* _ABOUT THIS EXERCISE_:
Without omitting anything, copy the data exactly.

----- INPUT MATERIAL -----

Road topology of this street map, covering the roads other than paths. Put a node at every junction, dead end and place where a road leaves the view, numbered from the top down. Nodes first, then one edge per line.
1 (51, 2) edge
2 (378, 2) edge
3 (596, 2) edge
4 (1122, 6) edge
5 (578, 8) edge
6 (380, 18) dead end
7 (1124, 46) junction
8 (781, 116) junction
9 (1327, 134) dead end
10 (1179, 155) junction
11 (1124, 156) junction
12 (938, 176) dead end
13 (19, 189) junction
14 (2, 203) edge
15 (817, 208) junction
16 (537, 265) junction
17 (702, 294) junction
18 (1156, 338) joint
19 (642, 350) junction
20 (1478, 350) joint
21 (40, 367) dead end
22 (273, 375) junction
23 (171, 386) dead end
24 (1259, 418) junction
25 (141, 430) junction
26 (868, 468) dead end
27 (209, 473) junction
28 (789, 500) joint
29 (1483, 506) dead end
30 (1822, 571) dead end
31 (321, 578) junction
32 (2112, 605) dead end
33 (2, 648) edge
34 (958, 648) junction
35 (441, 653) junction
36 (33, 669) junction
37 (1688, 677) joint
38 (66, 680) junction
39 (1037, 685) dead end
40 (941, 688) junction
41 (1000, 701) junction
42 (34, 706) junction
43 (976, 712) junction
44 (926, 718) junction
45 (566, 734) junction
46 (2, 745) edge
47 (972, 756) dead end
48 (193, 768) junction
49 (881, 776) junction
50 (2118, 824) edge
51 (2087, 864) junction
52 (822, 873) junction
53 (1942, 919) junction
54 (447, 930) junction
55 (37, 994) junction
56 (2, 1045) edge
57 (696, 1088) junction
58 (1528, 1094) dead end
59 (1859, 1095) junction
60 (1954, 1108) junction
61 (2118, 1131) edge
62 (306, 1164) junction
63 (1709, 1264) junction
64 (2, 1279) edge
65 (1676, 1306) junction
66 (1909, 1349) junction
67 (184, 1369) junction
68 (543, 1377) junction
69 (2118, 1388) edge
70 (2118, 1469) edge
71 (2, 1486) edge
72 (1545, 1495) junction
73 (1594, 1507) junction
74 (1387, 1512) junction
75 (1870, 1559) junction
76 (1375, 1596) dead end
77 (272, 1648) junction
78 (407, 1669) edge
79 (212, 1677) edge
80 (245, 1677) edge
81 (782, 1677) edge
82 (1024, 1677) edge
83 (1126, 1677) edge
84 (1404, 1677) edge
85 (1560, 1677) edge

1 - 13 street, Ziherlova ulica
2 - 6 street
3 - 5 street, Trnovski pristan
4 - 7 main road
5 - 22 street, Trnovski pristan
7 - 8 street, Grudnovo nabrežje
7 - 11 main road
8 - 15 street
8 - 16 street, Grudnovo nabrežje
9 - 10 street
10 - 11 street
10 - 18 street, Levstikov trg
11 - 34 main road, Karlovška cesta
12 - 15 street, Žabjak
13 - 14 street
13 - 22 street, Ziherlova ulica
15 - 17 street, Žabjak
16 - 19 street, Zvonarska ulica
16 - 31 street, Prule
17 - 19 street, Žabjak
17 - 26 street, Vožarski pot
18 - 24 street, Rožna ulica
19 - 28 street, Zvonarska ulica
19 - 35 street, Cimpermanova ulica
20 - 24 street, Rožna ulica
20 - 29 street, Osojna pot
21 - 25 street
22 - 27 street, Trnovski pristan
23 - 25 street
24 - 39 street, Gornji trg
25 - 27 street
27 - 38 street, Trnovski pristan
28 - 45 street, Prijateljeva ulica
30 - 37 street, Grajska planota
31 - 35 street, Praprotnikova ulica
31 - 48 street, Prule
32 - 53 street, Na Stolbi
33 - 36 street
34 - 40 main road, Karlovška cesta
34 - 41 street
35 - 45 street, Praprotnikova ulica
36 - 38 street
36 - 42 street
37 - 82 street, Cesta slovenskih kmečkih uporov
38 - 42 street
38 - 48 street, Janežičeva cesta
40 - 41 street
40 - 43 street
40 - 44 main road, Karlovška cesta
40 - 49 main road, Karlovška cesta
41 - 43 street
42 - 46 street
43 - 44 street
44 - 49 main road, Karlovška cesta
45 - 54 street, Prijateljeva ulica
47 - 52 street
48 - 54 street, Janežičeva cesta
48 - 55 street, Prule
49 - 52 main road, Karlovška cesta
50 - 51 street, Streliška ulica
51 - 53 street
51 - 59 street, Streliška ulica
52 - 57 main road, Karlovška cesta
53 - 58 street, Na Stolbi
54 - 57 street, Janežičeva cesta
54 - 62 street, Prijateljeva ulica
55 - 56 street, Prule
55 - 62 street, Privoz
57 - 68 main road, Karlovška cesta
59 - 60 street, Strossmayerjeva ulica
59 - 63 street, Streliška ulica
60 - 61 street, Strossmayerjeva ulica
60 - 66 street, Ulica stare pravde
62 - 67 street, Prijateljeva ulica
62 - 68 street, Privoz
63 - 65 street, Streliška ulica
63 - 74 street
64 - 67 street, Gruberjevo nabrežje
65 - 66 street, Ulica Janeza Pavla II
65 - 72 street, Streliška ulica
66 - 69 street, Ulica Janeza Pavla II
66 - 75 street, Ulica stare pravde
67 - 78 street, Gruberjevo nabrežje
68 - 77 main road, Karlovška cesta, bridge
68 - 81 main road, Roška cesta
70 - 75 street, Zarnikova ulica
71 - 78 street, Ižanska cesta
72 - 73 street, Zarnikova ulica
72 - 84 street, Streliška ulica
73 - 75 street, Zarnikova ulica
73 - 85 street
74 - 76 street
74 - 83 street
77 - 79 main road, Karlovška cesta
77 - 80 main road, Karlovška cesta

-----

* _RESULT OF THE EXERCISE_:
Road topology of this street map, covering the roads other than paths. Put a node at every junction, dead end and place where a road leaves the view, numbered from the top down. Nodes first, then one edge per line.
1 (51, 2) edge
2 (378, 2) edge
3 (596, 2) edge
4 (1122, 6) edge
5 (578, 8) edge
6 (380, 18) dead end
7 (1124, 46) junction
8 (781, 116) junction
9 (1327, 134) dead end
10 (1179, 155) junction
11 (1124, 156) junction
12 (938, 176) dead end
13 (19, 189) junction
14 (2, 203) edge
15 (817, 208) junction
16 (537, 265) junction
17 (702, 294) junction
18 (1156, 338) joint
19 (642, 350) junction
20 (1478, 350) joint
21 (40, 367) dead end
22 (273, 375) junction
23 (171, 386) dead end
24 (1259, 418) junction
25 (141, 430) junction
26 (868, 468) dead end
27 (209, 473) junction
28 (789, 500) joint
29 (1483, 506) dead end
30 (1822, 571) dead end
31 (321, 578) junction
32 (2112, 605) dead end
33 (2, 648) edge
34 (958, 648) junction
35 (441, 653) junction
36 (33, 669) junction
37 (1688, 677) joint
38 (66, 680) junction
39 (1037, 685) dead end
40 (941, 688) junction
41 (1000, 701) junction
42 (34, 706) junction
43 (976, 712) junction
44 (926, 718) junction
45 (566, 734) junction
46 (2, 745) edge
47 (972, 756) dead end
48 (193, 768) junction
49 (881, 776) junction
50 (2118, 824) edge
51 (2087, 864) junction
52 (822, 873) junction
53 (1942, 919) junction
54 (447, 930) junction
55 (37, 994) junction
56 (2, 1045) edge
57 (696, 1088) junction
58 (1528, 1094) dead end
59 (1859, 1095) junction
60 (1954, 1108) junction
61 (2118, 1131) edge
62 (306, 1164) junction
63 (1709, 1264) junction
64 (2, 1279) edge
65 (1676, 1306) junction
66 (1909, 1349) junction
67 (184, 1369) junction
68 (543, 1377) junction
69 (2118, 1388) edge
70 (2118, 1469) edge
71 (2, 1486) edge
72 (1545, 1495) junction
73 (1594, 1507) junction
74 (1387, 1512) junction
75 (1870, 1559) junction
76 (1375, 1596) dead end
77 (272, 1648) junction
78 (407, 1669) edge
79 (212, 1677) edge
80 (245, 1677) edge
81 (782, 1677) edge
82 (1024, 1677) edge
83 (1126, 1677) edge
84 (1404, 1677) edge
85 (1560, 1677) edge

1 - 13 street, Ziherlova ulica
2 - 6 street
3 - 5 street, Trnovski pristan
4 - 7 main road
5 - 22 street, Trnovski pristan
7 - 8 street, Grudnovo nabrežje
7 - 11 main road
8 - 15 street
8 - 16 street, Grudnovo nabrežje
9 - 10 street
10 - 11 street
10 - 18 street, Levstikov trg
11 - 34 main road, Karlovška cesta
12 - 15 street, Žabjak
13 - 14 street
13 - 22 street, Ziherlova ulica
15 - 17 street, Žabjak
16 - 19 street, Zvonarska ulica
16 - 31 street, Prule
17 - 19 street, Žabjak
17 - 26 street, Vožarski pot
18 - 24 street, Rožna ulica
19 - 28 street, Zvonarska ulica
19 - 35 street, Cimpermanova ulica
20 - 24 street, Rožna ulica
20 - 29 street, Osojna pot
21 - 25 street
22 - 27 street, Trnovski pristan
23 - 25 street
24 - 39 street, Gornji trg
25 - 27 street
27 - 38 street, Trnovski pristan
28 - 45 street, Prijateljeva ulica
30 - 37 street, Grajska planota
31 - 35 street, Praprotnikova ulica
31 - 48 street, Prule
32 - 53 street, Na Stolbi
33 - 36 street
34 - 40 main road, Karlovška cesta
34 - 41 street
35 - 45 street, Praprotnikova ulica
36 - 38 street
36 - 42 street
37 - 82 street, Cesta slovenskih kmečkih uporov
38 - 42 street
38 - 48 street, Janežičeva cesta
40 - 41 street
40 - 43 street
40 - 44 main road, Karlovška cesta
40 - 49 main road, Karlovška cesta
41 - 43 street
42 - 46 street
43 - 44 street
44 - 49 main road, Karlovška cesta
45 - 54 street, Prijateljeva ulica
47 - 52 street
48 - 54 street, Janežičeva cesta
48 - 55 street, Prule
49 - 52 main road, Karlovška cesta
50 - 51 street, Streliška ulica
51 - 53 street
51 - 59 street, Streliška ulica
52 - 57 main road, Karlovška cesta
53 - 58 street, Na Stolbi
54 - 57 street, Janežičeva cesta
54 - 62 street, Prijateljeva ulica
55 - 56 street, Prule
55 - 62 street, Privoz
57 - 68 main road, Karlovška cesta
59 - 60 street, Strossmayerjeva ulica
59 - 63 street, Streliška ulica
60 - 61 street, Strossmayerjeva ulica
60 - 66 street, Ulica stare pravde
62 - 67 street, Prijateljeva ulica
62 - 68 street, Privoz
63 - 65 street, Streliška ulica
63 - 74 street
64 - 67 street, Gruberjevo nabrežje
65 - 66 street, Ulica Janeza Pavla II
65 - 72 street, Streliška ulica
66 - 69 street, Ulica Janeza Pavla II
66 - 75 street, Ulica stare pravde
67 - 78 street, Gruberjevo nabrežje
68 - 77 main road, Karlovška cesta, bridge
68 - 81 main road, Roška cesta
70 - 75 street, Zarnikova ulica
71 - 78 street, Ižanska cesta
72 - 73 street, Zarnikova ulica
72 - 84 street, Streliška ulica
73 - 75 street, Zarnikova ulica
73 - 85 street
74 - 76 street
74 - 83 street
77 - 79 main road, Karlovška cesta
77 - 80 main road, Karlovška cesta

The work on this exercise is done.